Give back the lines below verbatim, omitting all pictures.

● **Information shown**:
####################
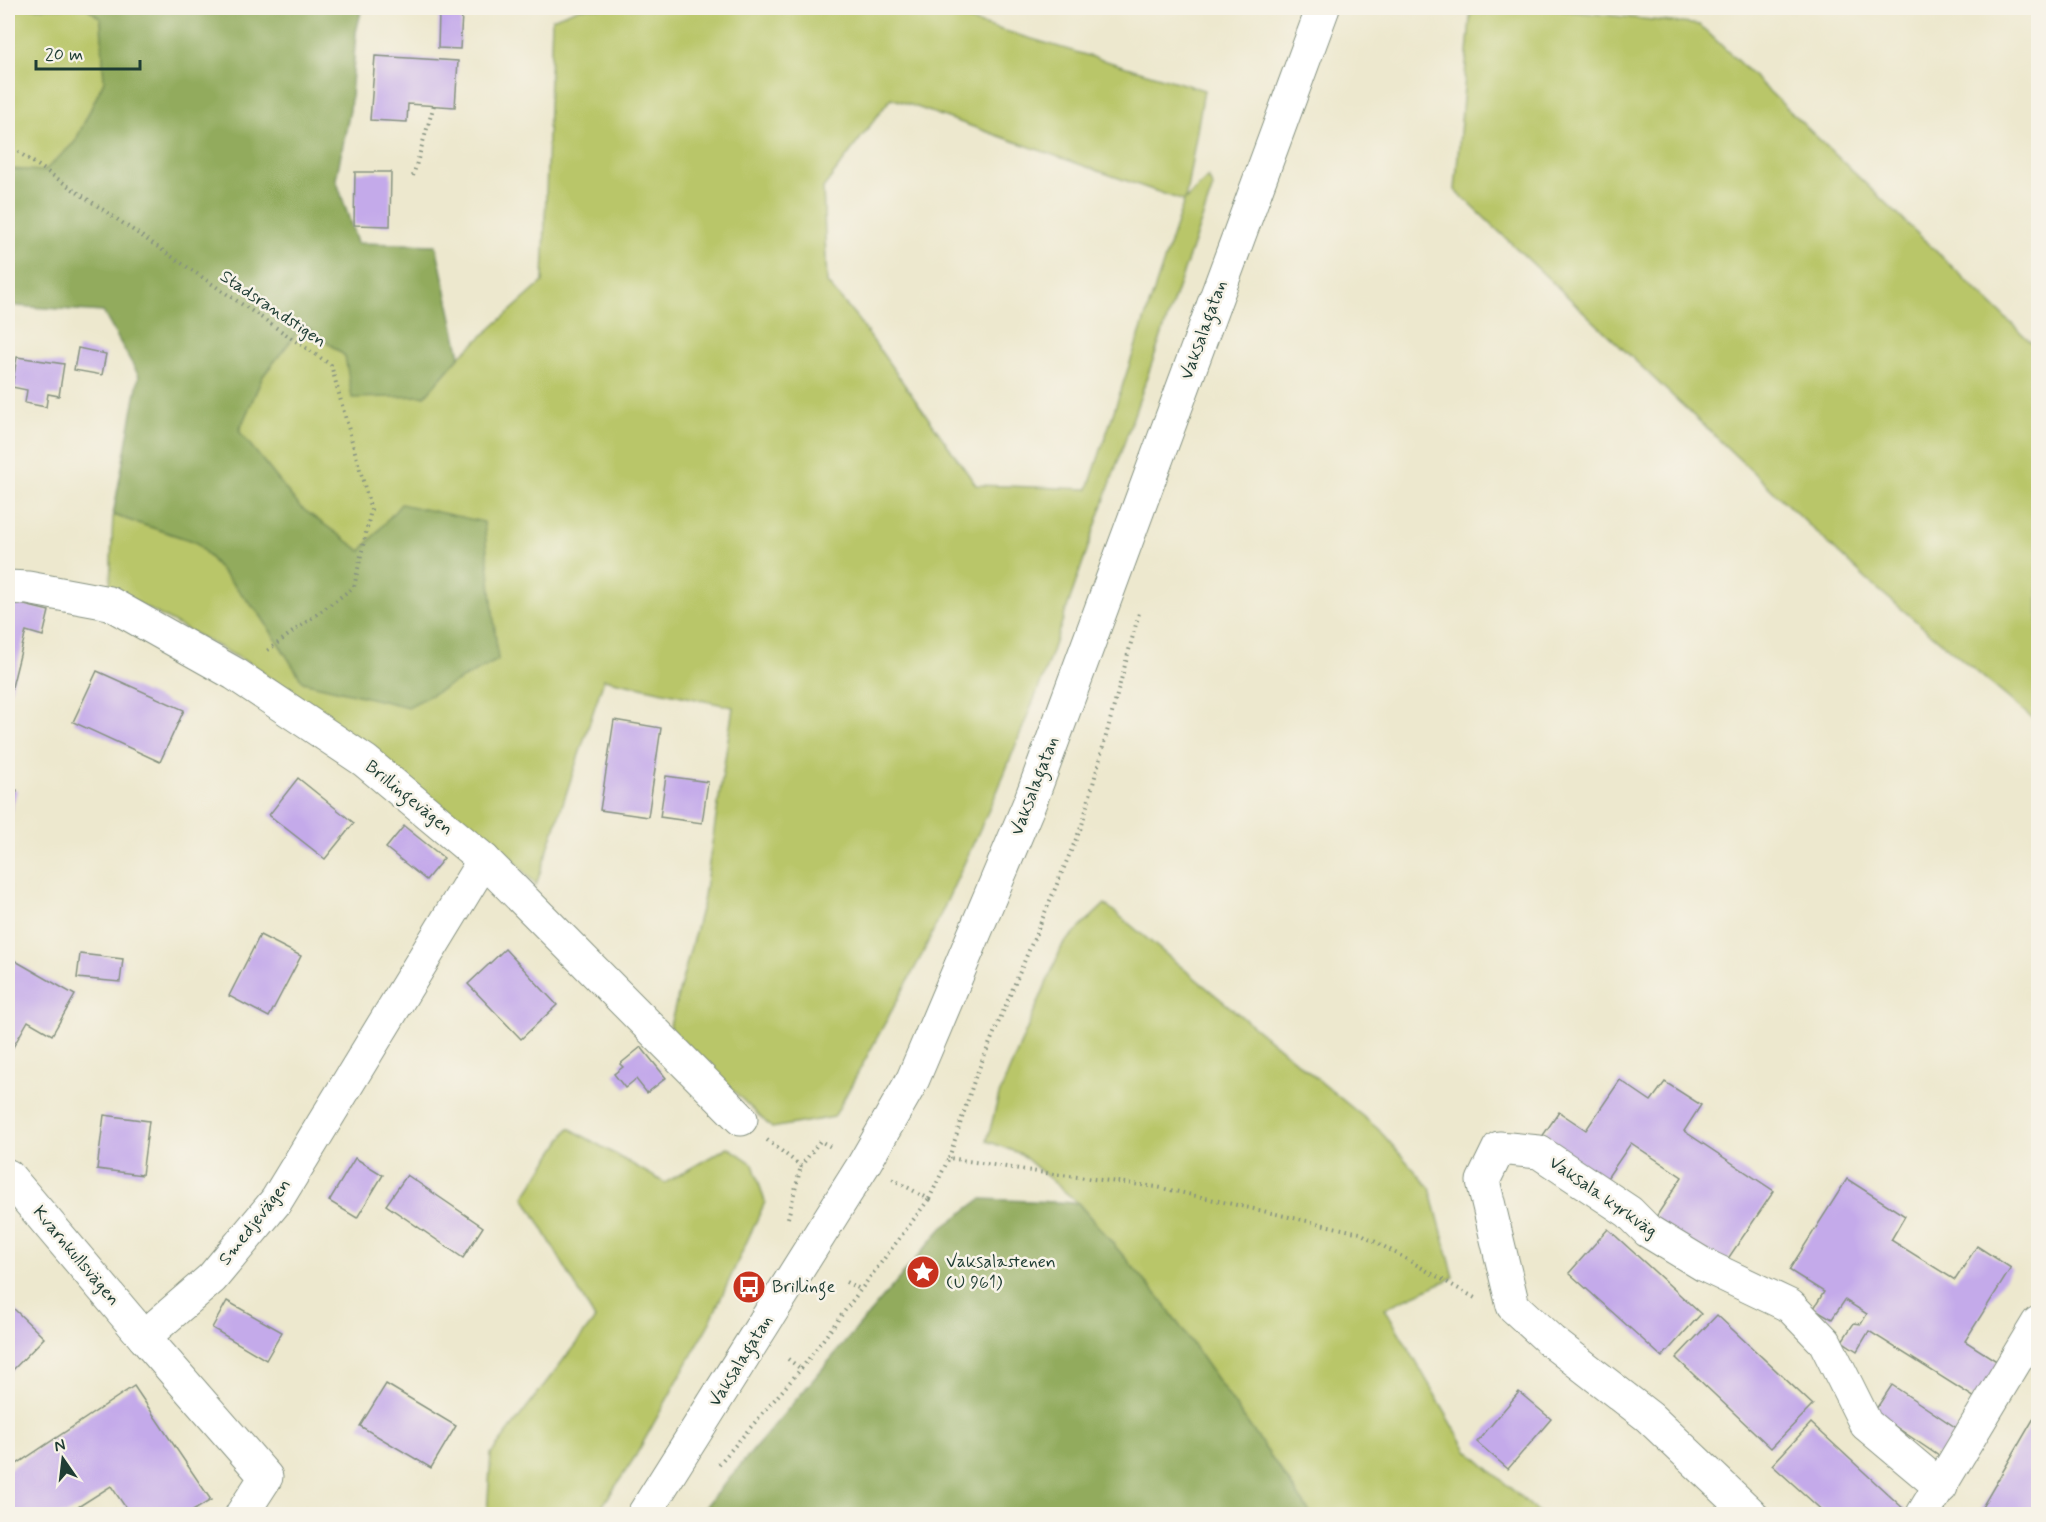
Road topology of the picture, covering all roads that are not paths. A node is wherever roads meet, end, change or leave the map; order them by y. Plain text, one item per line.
1 (1323, 8) edge
2 (8, 587) edge
3 (484, 860) junction
4 (741, 1119) road end
5 (8, 1176) edge
6 (2038, 1323) edge
7 (144, 1337) junction
8 (1941, 1487) junction
9 (242, 1515) edge
10 (644, 1515) edge
11 (1751, 1515) edge
12 (1923, 1515) edge

1 - 10 street, Vaksalagatan
2 - 3 street, Brillingevägen
3 - 4 street, Brillingevägen
3 - 7 street, Smedjevägen
5 - 7 street, Kvarnkullsvägen
6 - 8 street
7 - 9 street
8 - 11 street, Vaksala kyrkväg
8 - 12 street

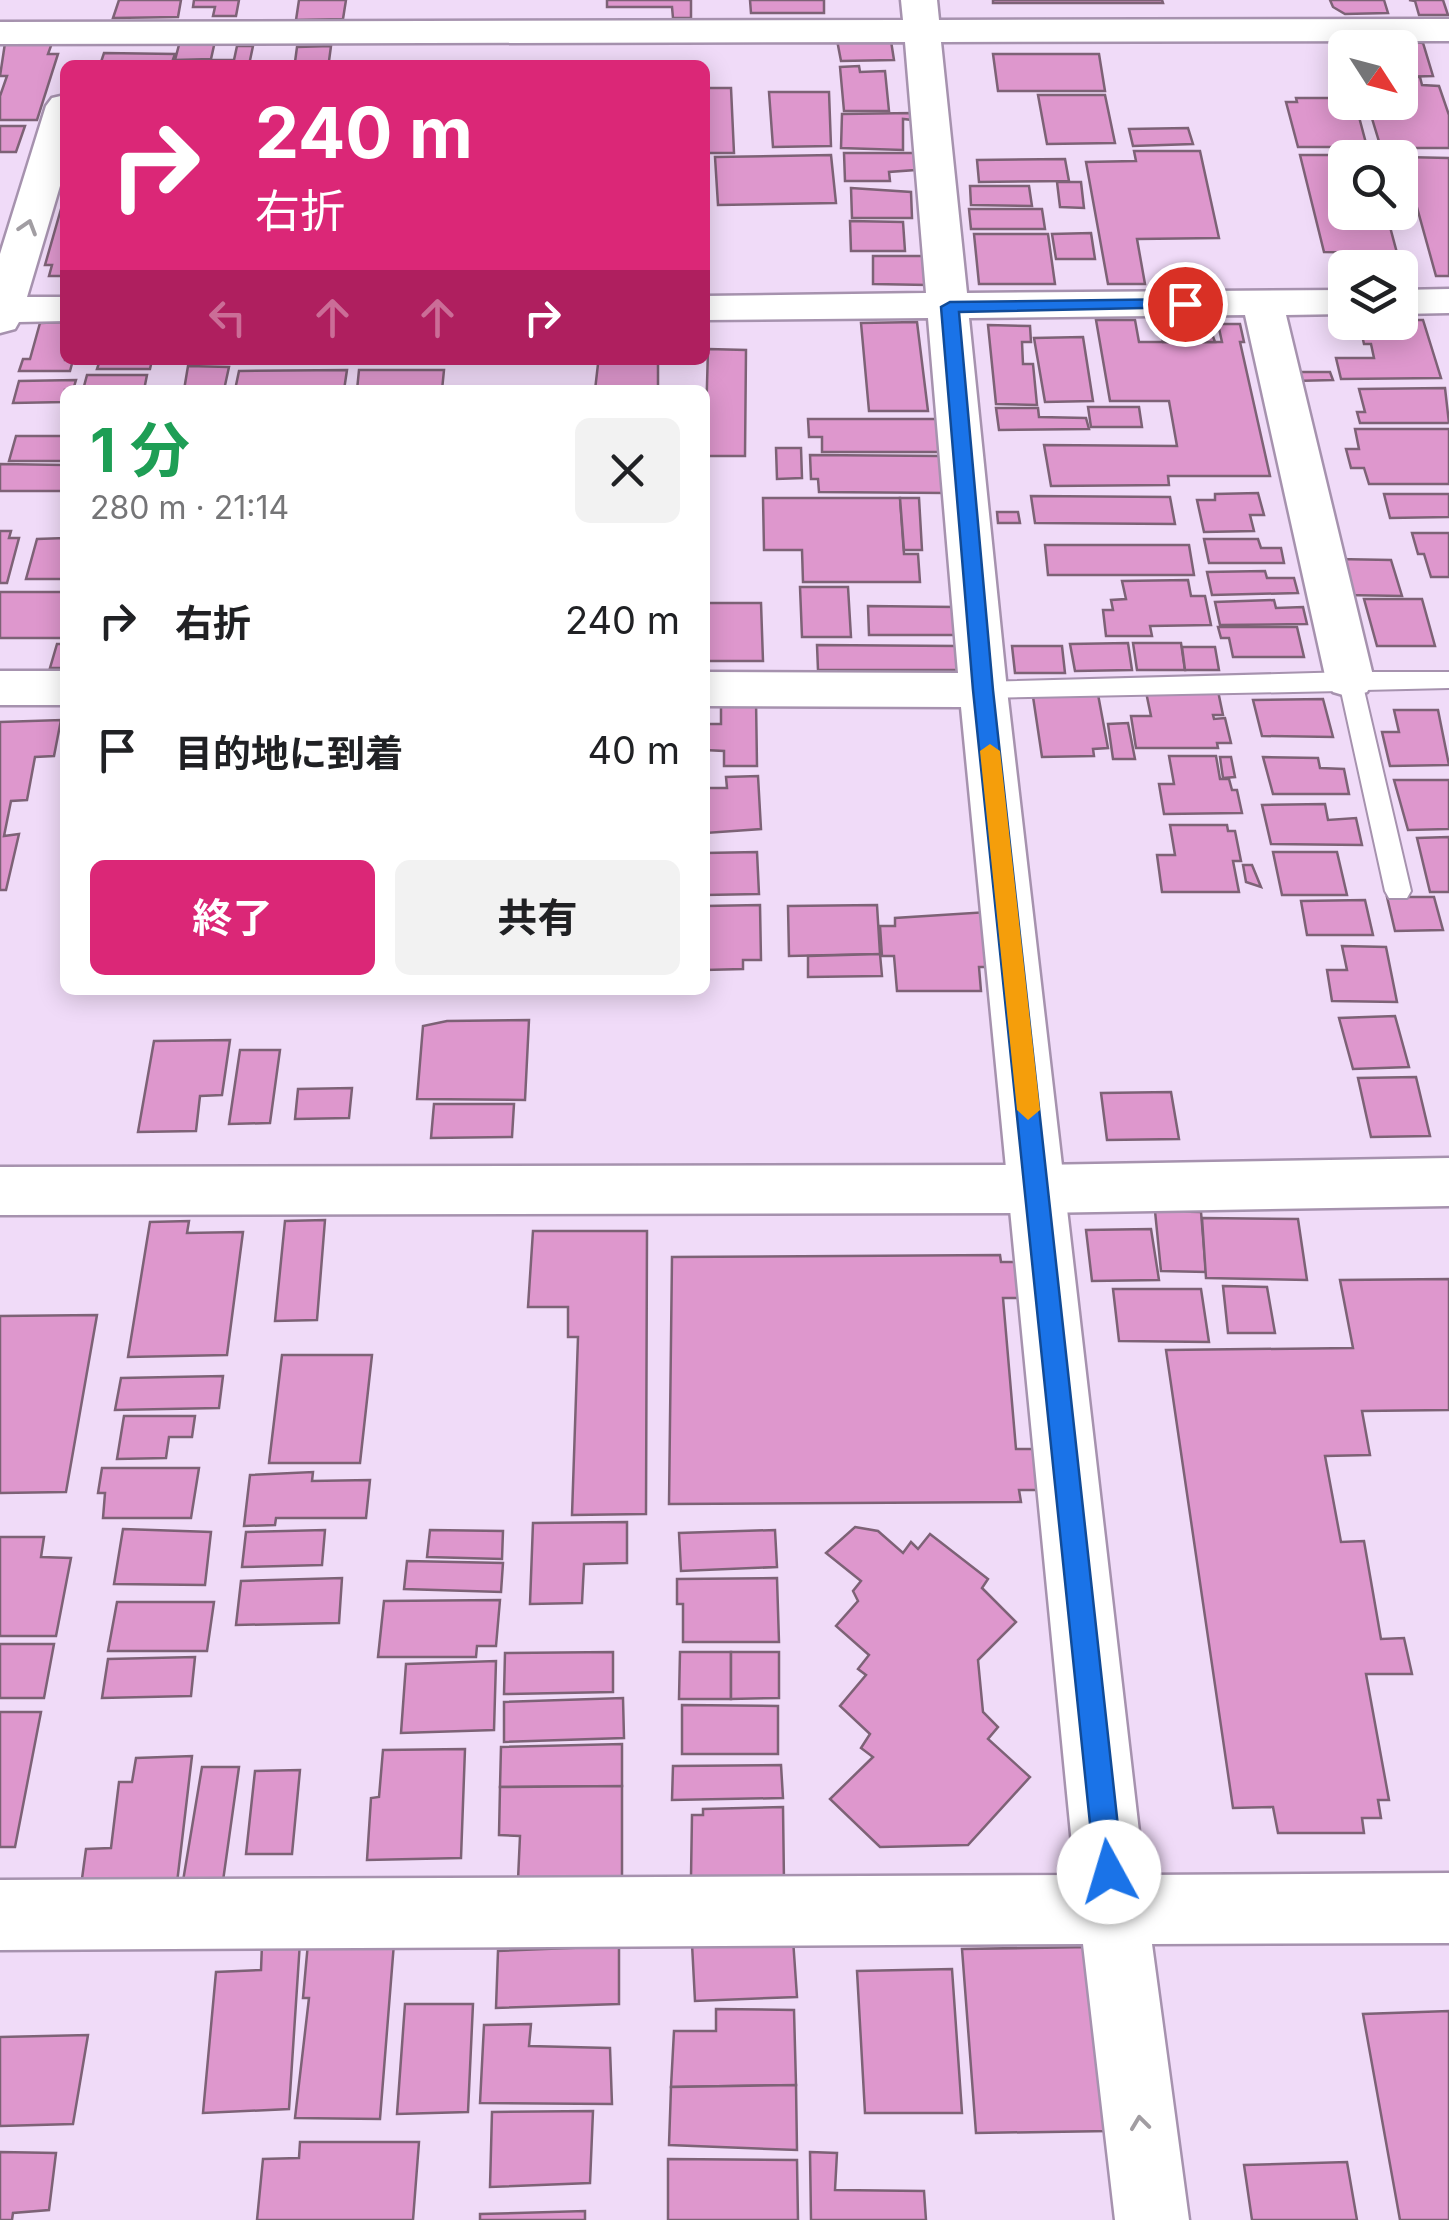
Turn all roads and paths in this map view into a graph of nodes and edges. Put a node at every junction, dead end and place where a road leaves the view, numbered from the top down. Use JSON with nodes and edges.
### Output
####################
● **Task solution**:
Road topology of the picture, covering all roads that are not paths. A node is wherever roads meet, end, change or leave the map; order them by y. Plain text, one item per line.
1 (1323, 8) edge
2 (8, 587) edge
3 (484, 860) junction
4 (741, 1119) road end
5 (8, 1176) edge
6 (2038, 1323) edge
7 (144, 1337) junction
8 (1941, 1487) junction
9 (242, 1515) edge
10 (644, 1515) edge
11 (1751, 1515) edge
12 (1923, 1515) edge

1 - 10 street, Vaksalagatan
2 - 3 street, Brillingevägen
3 - 4 street, Brillingevägen
3 - 7 street, Smedjevägen
5 - 7 street, Kvarnkullsvägen
6 - 8 street
7 - 9 street
8 - 11 street, Vaksala kyrkväg
8 - 12 street

Turn all roads and paths in this map view into a graph of nodes and edges. Put a node at every junction, dead end and place where a road leaves the view, numbered from the top down. Use JSON with nodes and edges.
### Output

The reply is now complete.